____ Information
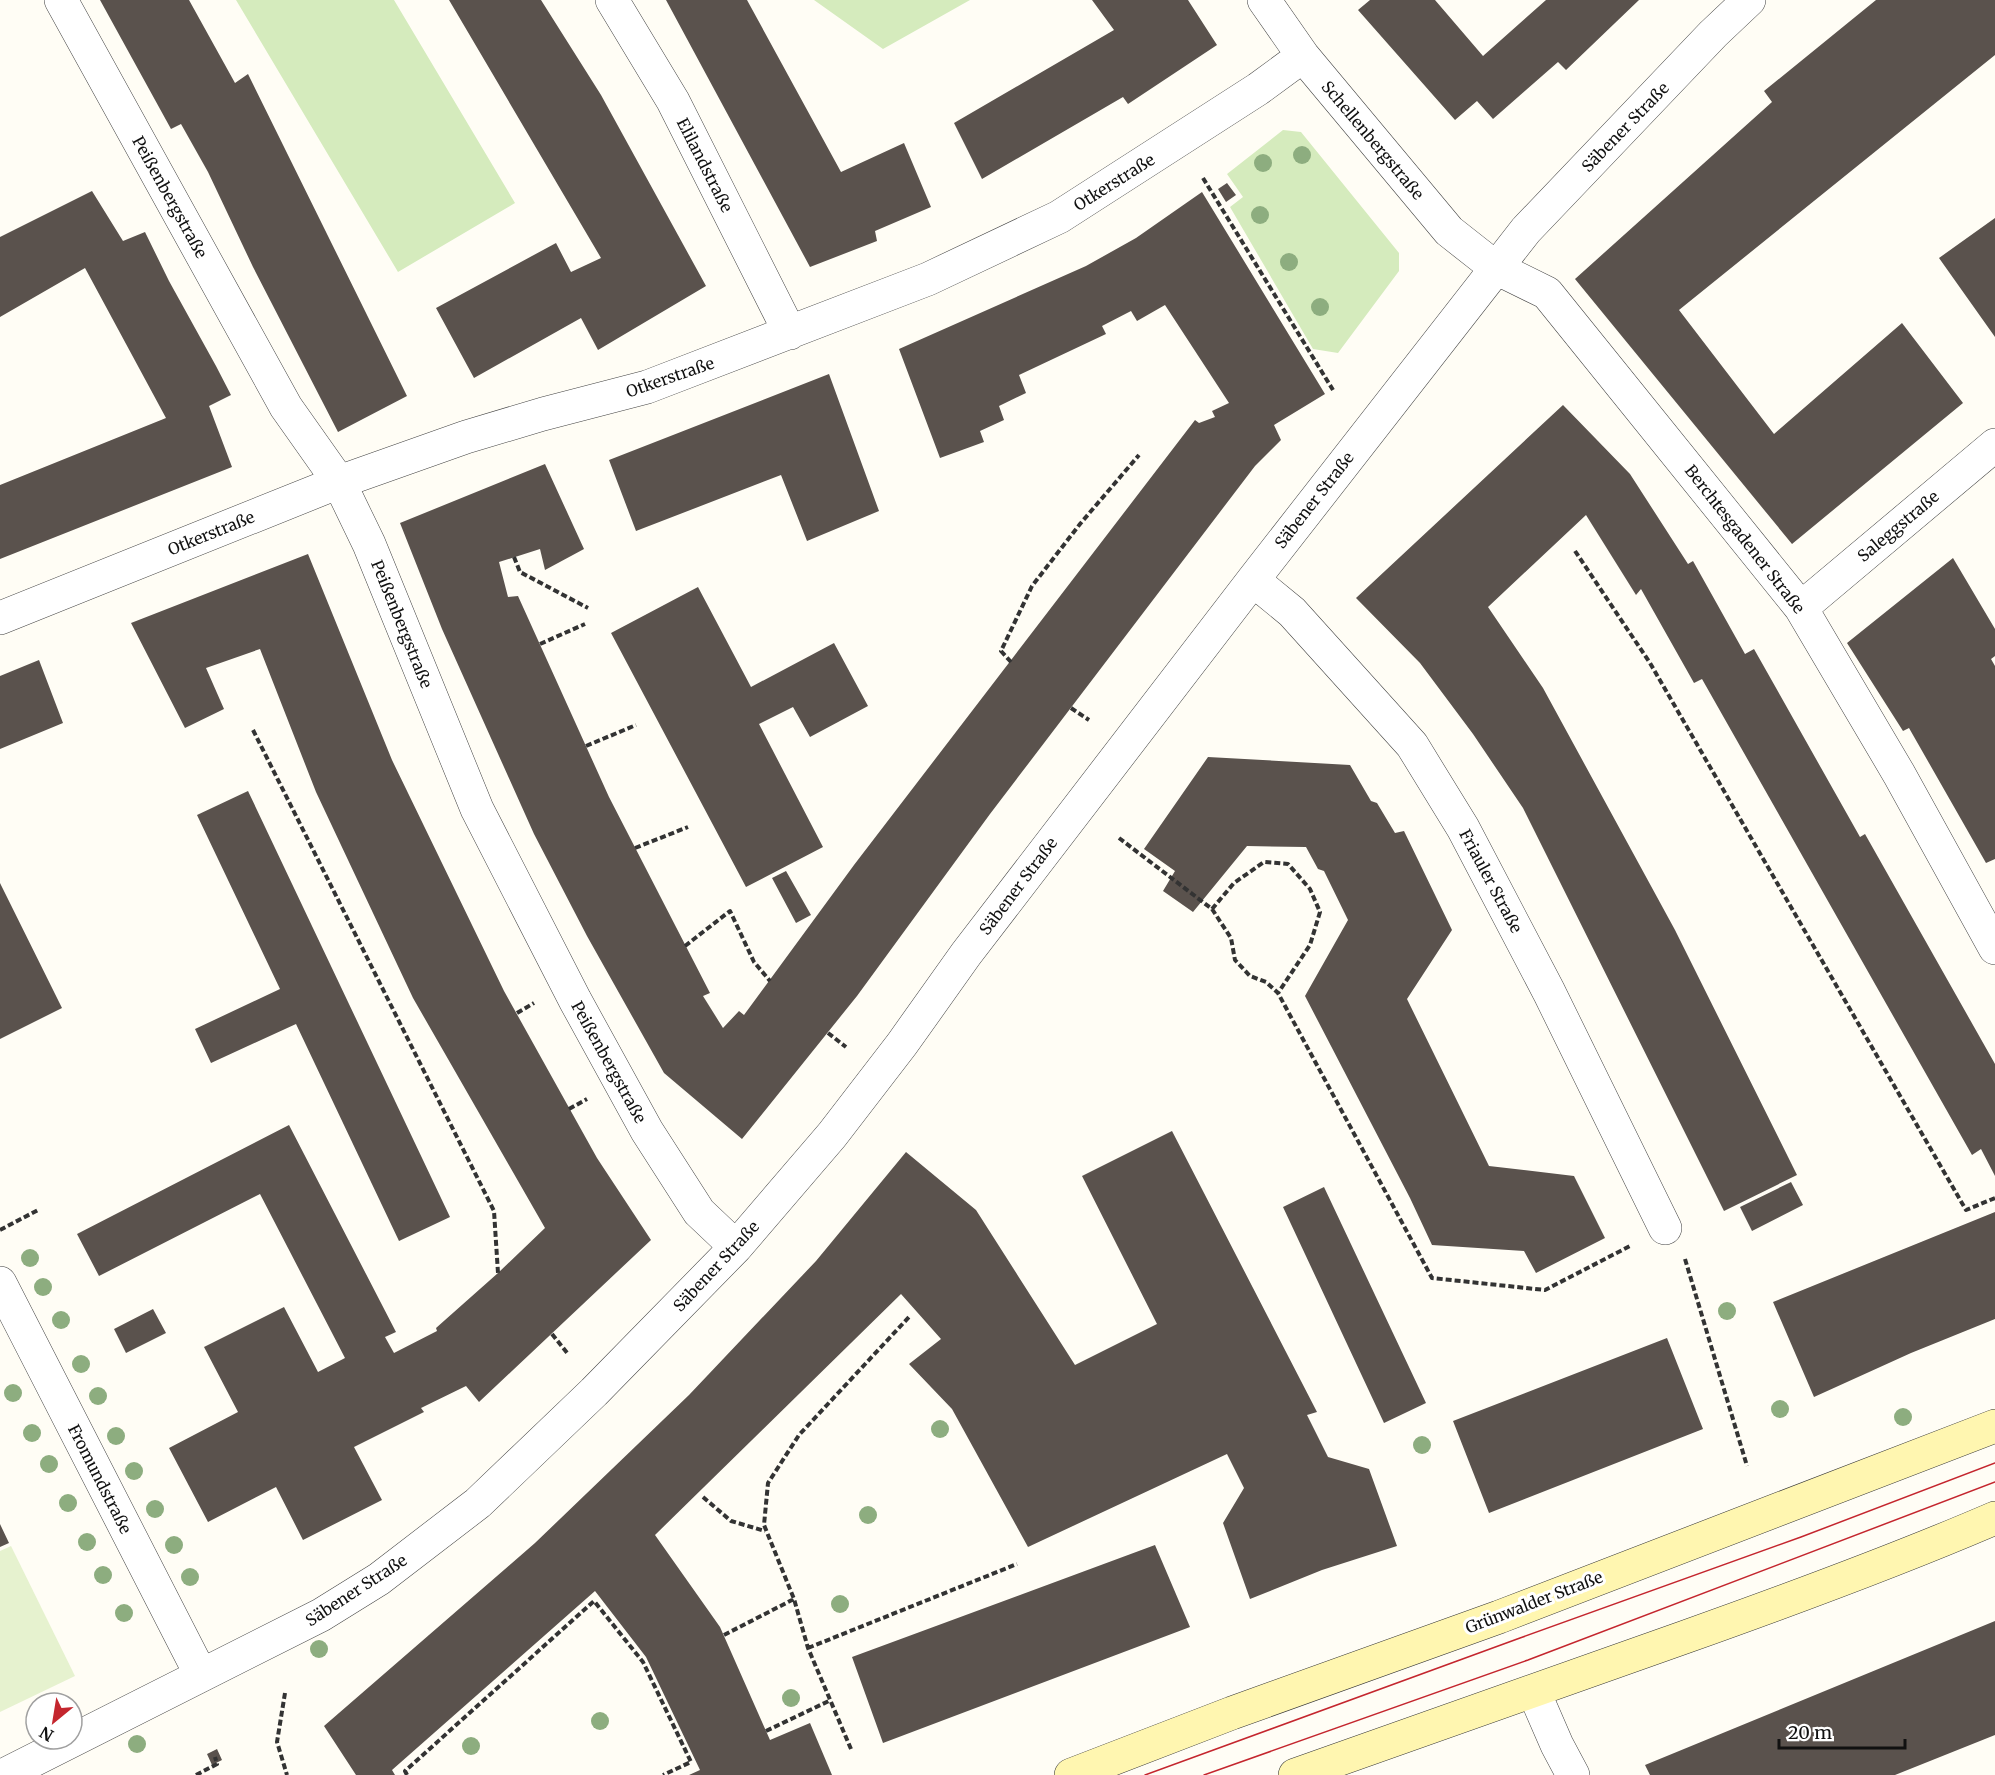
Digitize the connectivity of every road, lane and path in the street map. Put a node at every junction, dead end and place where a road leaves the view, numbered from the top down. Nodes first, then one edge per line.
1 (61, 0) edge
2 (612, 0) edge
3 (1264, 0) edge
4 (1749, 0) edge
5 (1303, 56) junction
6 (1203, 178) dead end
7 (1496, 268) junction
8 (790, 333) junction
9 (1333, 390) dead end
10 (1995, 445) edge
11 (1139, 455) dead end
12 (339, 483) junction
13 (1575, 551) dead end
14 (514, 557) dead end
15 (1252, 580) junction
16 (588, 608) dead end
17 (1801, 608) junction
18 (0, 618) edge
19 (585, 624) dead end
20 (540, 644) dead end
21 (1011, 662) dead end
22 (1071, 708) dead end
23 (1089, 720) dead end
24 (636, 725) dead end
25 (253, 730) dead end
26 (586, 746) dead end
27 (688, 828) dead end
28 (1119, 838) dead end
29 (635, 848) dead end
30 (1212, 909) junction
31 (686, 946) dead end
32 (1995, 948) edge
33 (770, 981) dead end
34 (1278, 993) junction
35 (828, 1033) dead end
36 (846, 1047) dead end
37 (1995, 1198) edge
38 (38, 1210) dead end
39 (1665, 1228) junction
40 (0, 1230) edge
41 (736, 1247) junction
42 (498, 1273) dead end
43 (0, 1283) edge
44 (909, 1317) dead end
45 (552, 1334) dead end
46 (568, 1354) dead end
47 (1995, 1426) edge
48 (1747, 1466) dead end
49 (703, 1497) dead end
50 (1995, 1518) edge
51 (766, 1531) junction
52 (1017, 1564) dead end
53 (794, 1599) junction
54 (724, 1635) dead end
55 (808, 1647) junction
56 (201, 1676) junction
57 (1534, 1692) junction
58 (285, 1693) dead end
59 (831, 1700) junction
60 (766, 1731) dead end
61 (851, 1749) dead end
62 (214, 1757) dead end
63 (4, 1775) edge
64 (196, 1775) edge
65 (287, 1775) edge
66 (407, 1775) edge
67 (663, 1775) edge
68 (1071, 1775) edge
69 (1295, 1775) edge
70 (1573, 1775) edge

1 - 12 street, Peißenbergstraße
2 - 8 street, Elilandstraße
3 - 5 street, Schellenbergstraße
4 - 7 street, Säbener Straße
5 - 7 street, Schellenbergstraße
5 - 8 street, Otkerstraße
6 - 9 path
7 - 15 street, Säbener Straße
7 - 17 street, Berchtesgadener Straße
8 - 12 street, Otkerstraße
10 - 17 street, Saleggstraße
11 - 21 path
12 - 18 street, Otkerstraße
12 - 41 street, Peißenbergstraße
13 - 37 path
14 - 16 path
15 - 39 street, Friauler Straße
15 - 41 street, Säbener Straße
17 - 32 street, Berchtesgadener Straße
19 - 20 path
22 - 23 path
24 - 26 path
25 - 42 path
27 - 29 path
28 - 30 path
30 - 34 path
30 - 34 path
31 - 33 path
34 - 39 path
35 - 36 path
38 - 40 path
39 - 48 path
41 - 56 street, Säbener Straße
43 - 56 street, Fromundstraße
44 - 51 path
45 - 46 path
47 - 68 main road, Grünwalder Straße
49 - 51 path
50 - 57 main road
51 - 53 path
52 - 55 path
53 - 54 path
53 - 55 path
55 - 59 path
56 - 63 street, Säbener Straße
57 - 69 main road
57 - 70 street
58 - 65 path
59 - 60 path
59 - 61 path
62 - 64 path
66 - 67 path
________
What you should do. Copy each line of the listing that contains "Berchtesgadener".

Result.
7 - 17 street, Berchtesgadener Straße
17 - 32 street, Berchtesgadener Straße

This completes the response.